In a situation of poverty, there will always be confrontation and unrest. Even the few democratic societies of the Third World, like India which was born out of British liberal traditions, are forced to use the military to calm down situations instead of resolving the problems of society. That is beyond their reach.
If we look at it in perspective, the period of these oligarchies is coming to an end. There are very few now. The big names are gone - the Somozas, Papa Doc, Trujillo, Idi Amin and Marcos. And in each case, the rule is either directly in the hands of military groups without important leaders, or it is in the hands of bureaucrats representing the interest of their own group.

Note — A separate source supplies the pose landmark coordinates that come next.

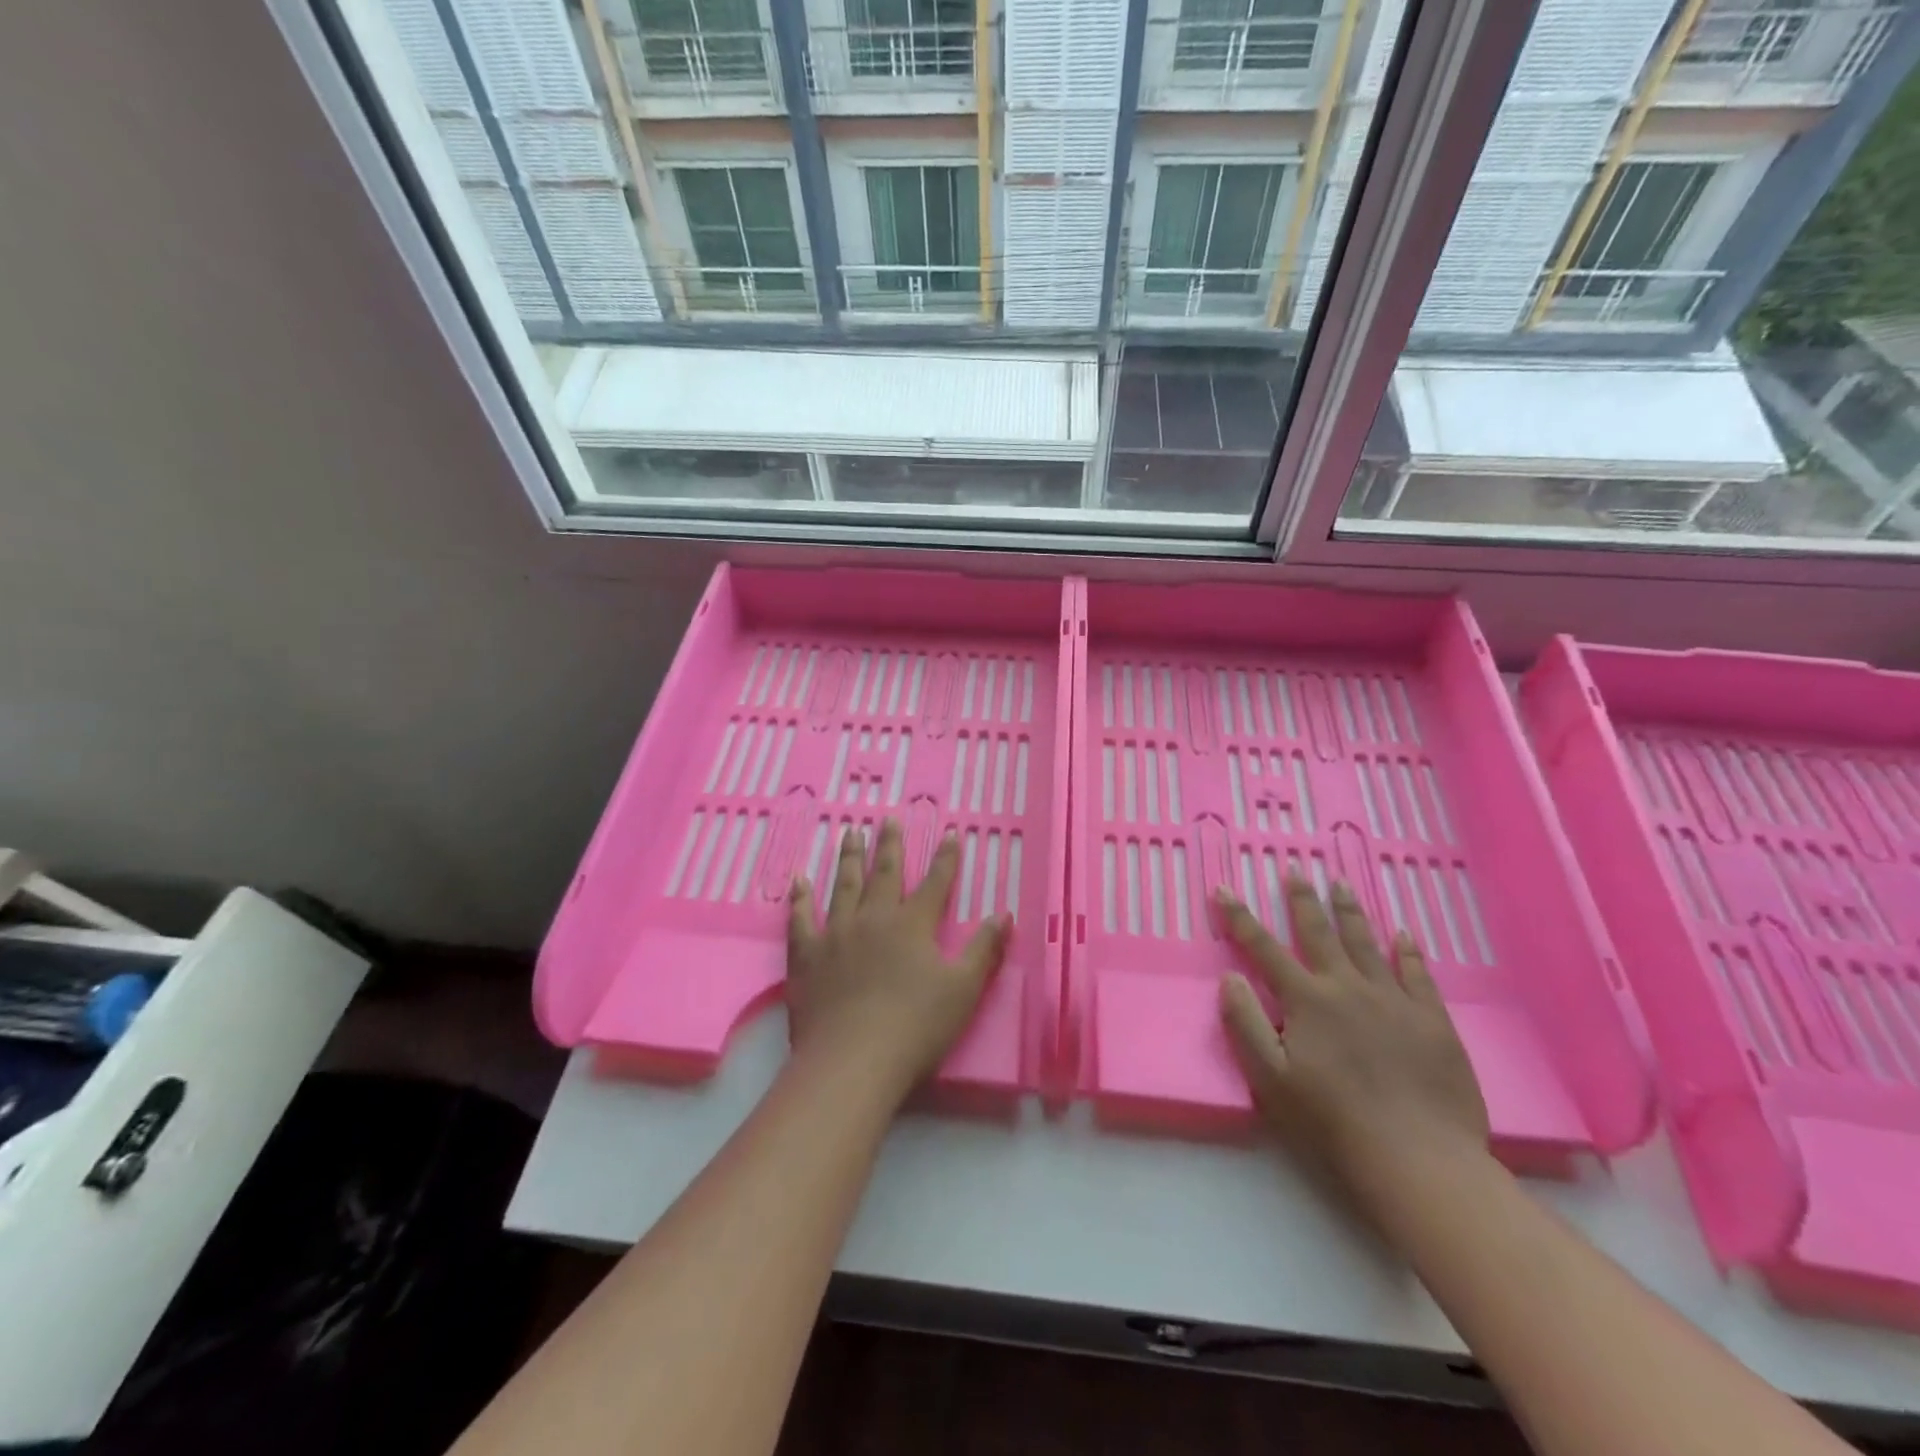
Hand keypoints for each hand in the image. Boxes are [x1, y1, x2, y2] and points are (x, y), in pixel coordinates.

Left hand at [787, 819, 1010, 1100]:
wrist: (853, 1060)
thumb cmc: (916, 1027)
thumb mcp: (964, 989)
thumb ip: (984, 949)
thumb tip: (1004, 914)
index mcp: (913, 925)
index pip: (935, 884)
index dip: (945, 859)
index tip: (949, 834)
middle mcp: (874, 919)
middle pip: (884, 874)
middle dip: (890, 845)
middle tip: (888, 818)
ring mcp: (836, 934)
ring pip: (843, 886)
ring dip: (848, 858)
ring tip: (849, 833)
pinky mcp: (807, 956)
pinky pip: (801, 919)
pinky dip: (800, 899)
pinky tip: (798, 881)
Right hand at [1217, 878, 1488, 1211]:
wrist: (1419, 1158)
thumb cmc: (1333, 1121)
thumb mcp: (1271, 1078)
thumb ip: (1247, 1023)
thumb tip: (1229, 977)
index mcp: (1308, 1001)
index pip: (1264, 949)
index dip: (1241, 918)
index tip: (1225, 888)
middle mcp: (1348, 988)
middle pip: (1320, 933)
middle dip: (1303, 900)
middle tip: (1296, 869)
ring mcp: (1394, 1001)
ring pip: (1367, 943)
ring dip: (1350, 911)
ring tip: (1340, 884)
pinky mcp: (1433, 1021)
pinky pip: (1418, 974)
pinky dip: (1408, 950)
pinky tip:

The democratic trend in Latin America is not very new. If we take into account the history of countries like Argentina, we see the characteristics of so many Latin regimes: periodic change between military and civilian rule. This change is something which, historically, has happened every four or eight years for more than one-hundred years with the exception of Chile, where there was civilian rule for a very long time and now military rule for a very long time.
With the swing toward civilian government, the military seems to have exhausted its possibilities at this stage of Latin American history. But this is temporary. None of these governments - civilian or military - are able to resolve the problems of the country. With the enormous debt problem now, they are in a very difficult economic situation, although things have always been difficult economically.
The debt problem will surely lead to a new stage of social unrest. Democratization is a temporary phenomenon since the economic difficulties are a growing phenomenon.
Maybe I'm wrong, but historical experience has to be the guide. In Latin America, the army is practically another political party dressed in uniform. They are never too far from power. They can't long resist the temptation to come back to power. And this has proved an easy road in Latin America.